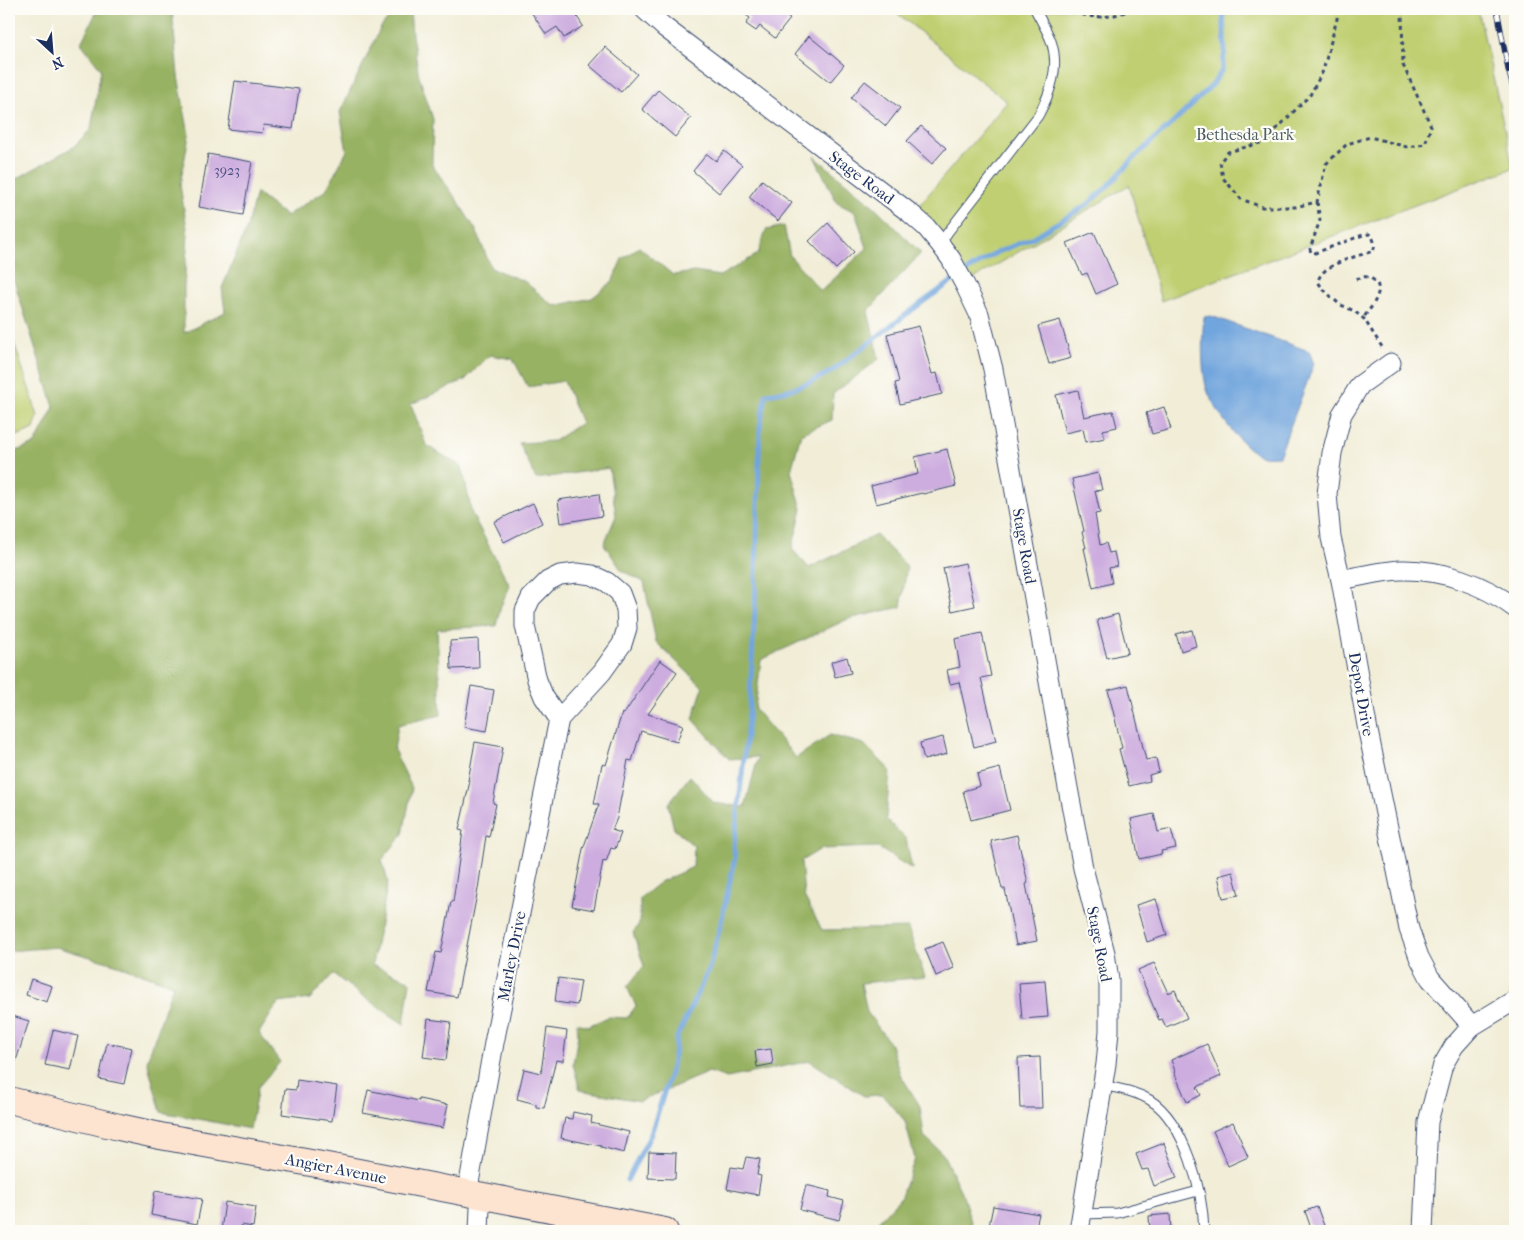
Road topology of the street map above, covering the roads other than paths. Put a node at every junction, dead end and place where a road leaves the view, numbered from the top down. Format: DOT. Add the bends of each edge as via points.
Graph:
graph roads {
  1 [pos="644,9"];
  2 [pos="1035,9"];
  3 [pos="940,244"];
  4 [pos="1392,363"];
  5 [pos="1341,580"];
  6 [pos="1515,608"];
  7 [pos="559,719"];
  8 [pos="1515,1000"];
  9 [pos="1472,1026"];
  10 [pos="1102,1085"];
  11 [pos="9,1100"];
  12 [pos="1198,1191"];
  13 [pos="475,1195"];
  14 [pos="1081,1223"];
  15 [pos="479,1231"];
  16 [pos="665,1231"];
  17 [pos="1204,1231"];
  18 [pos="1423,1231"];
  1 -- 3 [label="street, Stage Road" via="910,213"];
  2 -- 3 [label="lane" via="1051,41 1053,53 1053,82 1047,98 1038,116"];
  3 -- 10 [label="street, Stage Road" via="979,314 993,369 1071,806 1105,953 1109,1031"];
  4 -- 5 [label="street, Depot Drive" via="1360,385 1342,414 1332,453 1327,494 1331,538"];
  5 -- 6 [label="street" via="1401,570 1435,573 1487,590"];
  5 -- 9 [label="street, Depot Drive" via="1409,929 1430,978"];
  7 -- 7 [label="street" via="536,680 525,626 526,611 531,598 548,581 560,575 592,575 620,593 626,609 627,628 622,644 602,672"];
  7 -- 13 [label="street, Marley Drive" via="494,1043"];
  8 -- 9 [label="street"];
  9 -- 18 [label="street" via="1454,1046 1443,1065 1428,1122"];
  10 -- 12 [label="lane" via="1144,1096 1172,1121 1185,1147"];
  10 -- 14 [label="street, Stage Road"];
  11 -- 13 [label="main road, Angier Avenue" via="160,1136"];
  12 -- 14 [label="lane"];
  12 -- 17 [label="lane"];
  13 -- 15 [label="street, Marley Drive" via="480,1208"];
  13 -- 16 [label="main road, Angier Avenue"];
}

____

# Your task
The expected answer is a copy of every line in the entries that holds the word "Marley".

# The answer
  7 -- 13 [label="street, Marley Drive" via="494,1043"];
  13 -- 15 [label="street, Marley Drive" via="480,1208"];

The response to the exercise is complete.